Repentinitis: el mito del gran barrimiento que no se apaga
¿Nos están barriendo de verdad? La pregunta lleva años circulando en los márgenes digitales, y ha creado su propio diccionario: «repentinitis» para las muertes súbitas, «turbocáncer» para los tumores agresivos y «barrimiento» para el supuesto plan de despoblación silenciosa. Quienes suscriben la teoría señalan que hasta la televisión ha empezado a hablar de un exceso de mortalidad, algo que interpretan como la confirmación de una vergüenza que se estaba ocultando.
La mecha: informes de exceso de mortalidad
El detonante no es un dato concreto, sino la coincidencia de varios frentes: informes de defunciones que superan lo esperado, esquelas que se acumulan y una atención mediática que ya no puede ignorarlo. El término «repentinitis» ha pasado de ser una ironía a toda una teoría sobre muertes repentinas inducidas. Un caso que se repite como ejemplo: un joven de 26 años que falleció mientras corría en 2012, cuando aún no se hablaba de esta pandemia, comparado con una supuesta cascada de casos actuales.
Las esquelas como termómetro alternativo
Quienes defienden la tesis del gran barrimiento no confían en las estadísticas oficiales. Su prueba son los obituarios locales: en la franja de 60 a 70 años detectan un goteo constante y en los menores de 60 varios muertos al día que antes no veían. La anécdota se convierte en método: en los pueblos, donde todo el mundo se conoce, el aumento de defunciones se percibe sin necesidad de informes. Las cifras que circulan -un amigo de 63 al que no le dejaron jubilarse, una amiga de 48, dos conocidos de 66 en un mes- refuerzan la percepción de que algo no encaja.

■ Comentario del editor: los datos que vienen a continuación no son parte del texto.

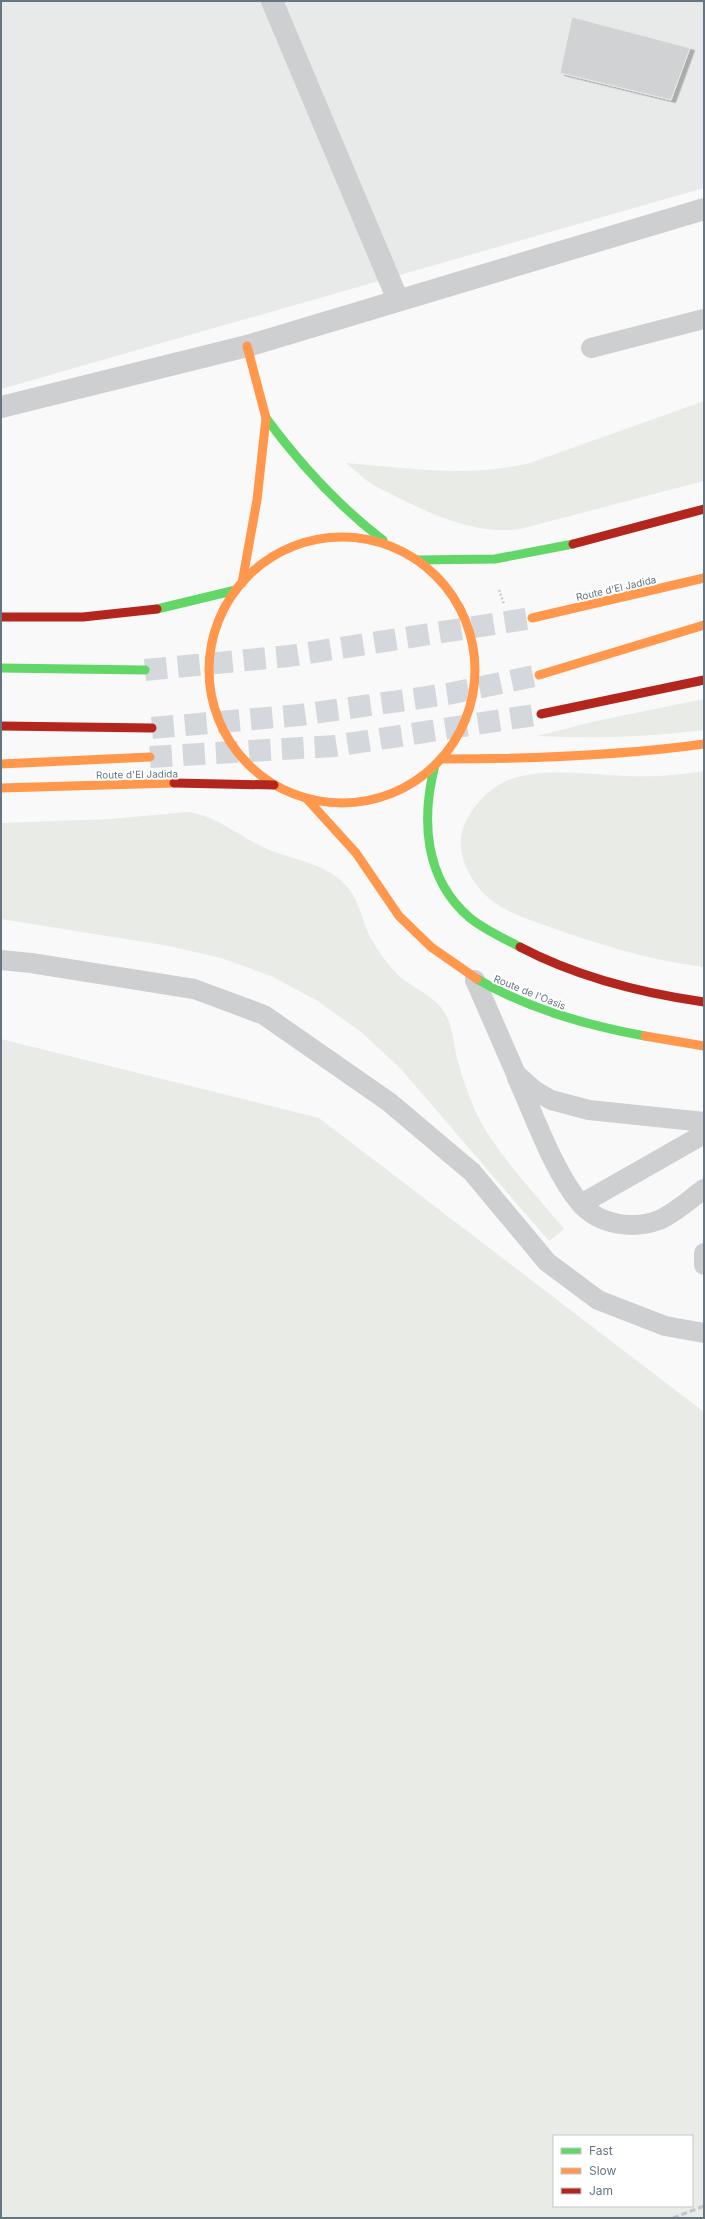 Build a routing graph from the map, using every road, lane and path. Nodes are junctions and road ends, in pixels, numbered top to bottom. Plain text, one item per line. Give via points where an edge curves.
1 (272, 1) edge
2 (704, 209) edge
3 (398, 300) junction
4 (704, 319) edge
5 (247, 346) junction
6 (591, 348) dead end
7 (1, 407) edge
8 (266, 418) junction
9 (704, 509) edge
10 (391, 546) junction
11 (417, 560) junction
12 (704, 578) edge
13 (239, 586) junction
14 (1, 617) edge
15 (532, 618) tunnel mouth
16 (704, 624) edge
17 (1, 668) edge
18 (145, 670) tunnel mouth
19 (539, 675) tunnel mouth
20 (704, 680) edge
21 (541, 714) tunnel mouth
22 (1, 726) edge
23 (152, 728) tunnel mouth
24 (704, 744) edge
25 (150, 757) tunnel mouth
26 (439, 762) junction
27 (1, 764) edge
28 (274, 785) junction
29 (1, 788) edge
30 (307, 799) junction
31 (1, 960) edge
32 (475, 980) junction
33 (704, 1002) edge
34 (704, 1046) edge
35 (516, 1074) junction
36 (704, 1122) edge
37 (704, 1134) edge
38 (704, 1189) edge
39 (581, 1204) junction
40 (704, 1253) edge
41 (704, 1265) edge
42 (704, 1333) edge

1 - 3 street
2 - 3 street
3 - 5 street
4 - 6 lane
5 - 7 street
5 - 8 main road
8 - 10 main road via 310,475 334,501
8 - 13 main road via 257,500
9 - 11 main road via 591,540 495,559
10 - 11 main road
10 - 13 main road via 368,539 345,537 322,538 299,544 278,553 258,567
11 - 26 main road via 439,578 456,601 468,626 475,654 475,682 470,710 458,736
12 - 15 main road, Route d'El Jadida
13 - 14 main road via 167,608 125,614 49,618
13 - 28 main road via 221,614 212,640 209,668 211,696 219,722 233,746 251,768
16 - 19 main road
17 - 18 main road
20 - 21 main road
22 - 23 main road
24 - 26 main road via 659,751
25 - 27 main road
26 - 30 main road via 414,783 389,795 363,802 335,803
26 - 33 main road via 428,786 426,831 430,853 444,887 462,910 479,925 518,947 559,965 644,992
28 - 29 main road, Route d'El Jadida via 157,783
28 - 30 main road
30 - 32 main road, Route de l'Oasis via 356,854 397,914 420,939
31 - 42 lane via 194,990 264,1015 389,1102 472,1172 548,1262 598,1300 665,1326
32 - 34 main road, Route de l'Oasis via 524,1004 584,1024
32 - 35 lane
35 - 36 lane via 534,1090 551,1100 589,1110
35 - 39 lane via 558,1166
37 - 39 lane
38 - 39 lane via 660,1219 643,1225 625,1225 608,1221
40 - 41 lane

La contra: envejecimiento, pobreza y sanidad agotada
Frente al relato conspirativo, hay una explicación mucho menos excitante: la población española es cada vez más vieja, el sistema sanitario aguanta con recursos menguantes y la sobremedicación dispara los efectos adversos. La esperanza de vida en España alcanza los 84 años, una cifra récord que difícilmente encaja con un plan activo de exterminio. Los escépticos recuerdan que el exceso de mortalidad tiene nombres como el envejecimiento, la pobreza energética o el deterioro de la atención primaria, ninguno de ellos cubierto por el titular fácil.
Del Club de Roma al plan de los mil millones
La teoría no se detiene en la esquela. El objetivo de reducir la población mundial a mil millones de personas, atribuido a Dennis Meadows y al Club de Roma, se ha convertido en la pieza que une la vacuna con la «repentinitis». En esta versión, agentes globales, con Bill Gates como icono, estarían ejecutando un plan silencioso de reducción de población amparado en la crisis sanitaria. La conspiración se retroalimenta con vídeos de YouTube y citas sin contextualizar, hasta convertir cualquier fallecimiento en un episodio del gran plan.
Mientras tanto, las calles están llenas. El que señala ese hecho aparentemente contradictorio recibe la respuesta de que el barrido se hace de fuera hacia dentro. A estas alturas, da la impresión de que el gran barrimiento no va de eliminar personas, sino de barrer cualquier duda sobre el relato. Y eso, aunque nadie muera, ya es un éxito del mismísimo plan.